En 2011, deux danseurs et amis – Dmitry Paranyushkin et Diego Agulló – lancent un projet nommé «Humping Pact» qui consiste à «occuper des espaces et s’y frotter ensemble». Ainsi qu’il l’expliquent sur le site consacré à ce pacte étrange : «Nous partageons la même perversion qui consiste à multiplier nos deux corps nus et les disposer sur toute la surface du décor. Les espaces que nous choisissons pour le humping correspondent eux-mêmes à quelque chose de pervers ou de dysfonctionnel : usines à l’abandon, zones urbaines décaties, installations désaffectées ou détournées de leur usage… Nous mettons nos corps en relation avec ces sites dans le but de libérer le désir en excédent et la tension qui les habitent.» Les deux amis se sont fixés pour «mission» d’investir par le humping toutes sortes de lieux à travers la planète et de filmer ou de photographier chaque performance comme une chorégraphie
La première fois, «c’était pendant une résidence de danse à Essen, explique Diego Agulló. Nous avions pour projet de multiplier notre corps dans l’espace et, pour l’occuper, nous nous sommes mis à nous y frotter… D’abord c’était dans un studio. Ensuite dans une mine de charbon…». L’espace doit être sélectionné avec soin : il faut des lieux ayant perdu leur raison d’être. «S’ils n’ont plus la fonction qu’ils avaient à l’origine, en plus d’être des lieux intrigants ou beaux», le humping prend les dimensions dantesques d’une scène tirée de L’Enfer, car les corps qui s’agitent, multipliés par dizaines, nus et vulnérables, remuent comme s’ils étaient en proie aux souffrances d’une obsession sans issue. Comment jouir dans le Palais de Justice de Bruxelles, par exemple ? Lorsqu’ils simulent l’acte sexuel contre l’escalier monumental encadré par deux colosses de marbre, les danseurs prennent les allures de spectres qui hanteraient un Tribunal des âmes. Ce contre quoi ils se frottent reste insensible. Les paysages désolés qu’ils choisissent pour s’y «disséminer» dégagent une impression de grandeur déchue, parfois même de fin du monde.

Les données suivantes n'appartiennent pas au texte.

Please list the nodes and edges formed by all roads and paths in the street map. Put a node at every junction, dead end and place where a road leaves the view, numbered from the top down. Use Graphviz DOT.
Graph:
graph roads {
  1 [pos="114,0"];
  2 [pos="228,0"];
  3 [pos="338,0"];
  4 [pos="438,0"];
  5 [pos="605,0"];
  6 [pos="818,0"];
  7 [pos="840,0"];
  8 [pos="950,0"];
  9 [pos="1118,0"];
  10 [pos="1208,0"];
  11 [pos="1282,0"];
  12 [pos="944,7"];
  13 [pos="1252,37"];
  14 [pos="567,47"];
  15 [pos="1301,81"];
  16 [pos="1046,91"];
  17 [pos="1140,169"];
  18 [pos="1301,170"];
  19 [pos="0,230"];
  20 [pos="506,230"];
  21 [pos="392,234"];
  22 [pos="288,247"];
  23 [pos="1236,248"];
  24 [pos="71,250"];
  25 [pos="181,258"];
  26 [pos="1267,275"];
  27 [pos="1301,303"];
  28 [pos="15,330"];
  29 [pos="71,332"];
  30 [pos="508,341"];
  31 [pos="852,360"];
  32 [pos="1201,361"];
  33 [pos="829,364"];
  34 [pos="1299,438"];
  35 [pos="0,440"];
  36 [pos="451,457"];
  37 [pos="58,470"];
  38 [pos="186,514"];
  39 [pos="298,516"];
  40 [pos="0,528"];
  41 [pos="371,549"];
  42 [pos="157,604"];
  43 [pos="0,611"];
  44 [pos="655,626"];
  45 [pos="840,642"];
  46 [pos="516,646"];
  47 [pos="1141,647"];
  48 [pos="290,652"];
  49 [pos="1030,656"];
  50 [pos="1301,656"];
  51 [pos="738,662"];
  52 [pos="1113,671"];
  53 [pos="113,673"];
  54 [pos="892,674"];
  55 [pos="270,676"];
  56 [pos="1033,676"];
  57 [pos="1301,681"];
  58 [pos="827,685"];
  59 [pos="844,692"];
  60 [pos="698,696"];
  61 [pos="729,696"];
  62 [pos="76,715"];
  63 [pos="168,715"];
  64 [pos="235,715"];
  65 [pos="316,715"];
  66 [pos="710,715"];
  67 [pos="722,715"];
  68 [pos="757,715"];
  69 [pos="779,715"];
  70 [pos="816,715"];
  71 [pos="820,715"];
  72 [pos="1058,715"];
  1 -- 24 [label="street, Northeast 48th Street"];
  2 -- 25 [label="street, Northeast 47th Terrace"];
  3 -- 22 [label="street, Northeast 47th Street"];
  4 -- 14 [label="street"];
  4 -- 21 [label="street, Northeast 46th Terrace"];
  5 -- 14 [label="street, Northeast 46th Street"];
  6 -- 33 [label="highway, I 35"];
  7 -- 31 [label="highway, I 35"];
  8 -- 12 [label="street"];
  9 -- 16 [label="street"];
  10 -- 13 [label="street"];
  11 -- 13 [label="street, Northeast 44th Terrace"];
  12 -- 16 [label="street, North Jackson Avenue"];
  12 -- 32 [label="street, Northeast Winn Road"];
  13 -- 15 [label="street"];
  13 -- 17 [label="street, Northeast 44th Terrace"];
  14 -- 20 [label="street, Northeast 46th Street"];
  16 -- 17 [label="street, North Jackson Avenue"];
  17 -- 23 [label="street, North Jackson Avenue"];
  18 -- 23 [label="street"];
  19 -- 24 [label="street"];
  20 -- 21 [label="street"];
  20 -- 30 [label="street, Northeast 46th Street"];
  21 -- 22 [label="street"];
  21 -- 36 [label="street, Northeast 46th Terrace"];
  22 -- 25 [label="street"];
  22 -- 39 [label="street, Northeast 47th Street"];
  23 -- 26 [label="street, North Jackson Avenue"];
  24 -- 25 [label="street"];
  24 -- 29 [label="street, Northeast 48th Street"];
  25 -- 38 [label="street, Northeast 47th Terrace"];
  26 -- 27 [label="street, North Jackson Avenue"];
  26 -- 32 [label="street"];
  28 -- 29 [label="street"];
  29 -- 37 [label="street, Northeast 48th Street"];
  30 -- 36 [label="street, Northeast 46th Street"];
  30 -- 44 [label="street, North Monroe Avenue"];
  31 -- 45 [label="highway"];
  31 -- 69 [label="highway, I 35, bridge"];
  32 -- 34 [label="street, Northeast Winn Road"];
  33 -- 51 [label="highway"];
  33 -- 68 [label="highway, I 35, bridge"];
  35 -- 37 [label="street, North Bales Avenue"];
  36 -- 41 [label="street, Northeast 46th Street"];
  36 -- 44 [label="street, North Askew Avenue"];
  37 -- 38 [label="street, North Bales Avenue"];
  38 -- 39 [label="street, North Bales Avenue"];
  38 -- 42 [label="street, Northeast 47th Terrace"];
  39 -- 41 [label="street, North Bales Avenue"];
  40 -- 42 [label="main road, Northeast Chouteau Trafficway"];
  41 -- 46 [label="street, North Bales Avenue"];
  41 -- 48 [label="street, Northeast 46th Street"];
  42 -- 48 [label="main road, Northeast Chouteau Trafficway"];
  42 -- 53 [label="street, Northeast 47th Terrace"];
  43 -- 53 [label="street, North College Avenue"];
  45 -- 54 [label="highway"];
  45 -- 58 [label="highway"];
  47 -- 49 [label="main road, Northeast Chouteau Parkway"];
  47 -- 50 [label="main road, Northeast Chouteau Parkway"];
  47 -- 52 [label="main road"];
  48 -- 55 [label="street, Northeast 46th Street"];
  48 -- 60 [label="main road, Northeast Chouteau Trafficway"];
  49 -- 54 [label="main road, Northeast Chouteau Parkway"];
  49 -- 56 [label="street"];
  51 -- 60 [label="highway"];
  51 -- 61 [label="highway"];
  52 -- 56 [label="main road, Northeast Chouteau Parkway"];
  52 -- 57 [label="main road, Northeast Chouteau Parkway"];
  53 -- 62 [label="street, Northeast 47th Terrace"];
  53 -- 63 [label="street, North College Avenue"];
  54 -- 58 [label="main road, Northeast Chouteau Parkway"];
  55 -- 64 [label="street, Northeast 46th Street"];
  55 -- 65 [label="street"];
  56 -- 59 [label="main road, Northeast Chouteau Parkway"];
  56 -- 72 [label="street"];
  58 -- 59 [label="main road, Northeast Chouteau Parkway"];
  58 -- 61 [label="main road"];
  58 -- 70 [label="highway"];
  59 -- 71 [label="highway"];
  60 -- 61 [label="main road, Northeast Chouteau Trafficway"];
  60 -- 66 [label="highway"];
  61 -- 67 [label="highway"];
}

L’homme toujours a «le désir de conquérir et l’illusion qu’il se rendra maître de nouveaux territoires», explique Agulló. Mais ses tentatives sont condamnées d’avance. Il veut l’impossible et c’est pourquoi les oeuvres des deux danseurs, subtilement teintées d’ironie, suscitent l’envie de rire d’un rire navré. Elles vont bien au-delà de la potacherie. Elles touchent au coeur même de nos attentes : nous espérons tous, toutes, réaliser une forme de grandeur et que nos voeux soient exaucés. Rencontrer quelqu’un, aimer, être aimé, laisser une trace sur terre… Mais quelle trace peuvent laisser nos pauvres espérances ? A l’échelle des siècles, certainement, ce que nous sommes n’a pas plus d’impact que le frottement d’un corps contre une dalle de béton. Confrontant le spectateur au spectacle pathétique d’une tentative avortée de se faire jouir, les oeuvres d’Agulló et Paranyushkin prennent la valeur de méditations troublantes sur l’impuissance. De toutes leurs forces, ils jettent leurs hanches en avant. Elles remuent dans le vide. Dans les espaces qu’ils prennent d’assaut, où ils s’éreintent littéralement, le décalage entre les désirs et la réalité saute aux yeux de façon pathétique.
Leurs mouvements convulsifs suscitent l’impression d’un aveugle entêtement. Telles sont les créatures qui s’obstinent, jusqu’à l’exténuation, agitant leurs ailes ou leur flagelle contre la surface d’un univers impénétrable. Et pourtant, Diego Agulló prétend qu’il y a de l’espoir malgré tout : «Depuis quatre ans que nous pratiquons le humping, nous avons fini par développer un rapport très différent à nos environnements, un rapport d’intimité à l’espace. Tout devient potentiellement sensible comme si le monde se dévoilait comme une sorte d’épiderme.»
A SAVOIR : Humping Pact était exposé lors du Festival Explicit, organisé par la chercheuse-performeuse Marianne Chargois et le chorégraphe Matthieu Hocquemiller, du 22 au 25 mai 2015 au CND de Montpellier.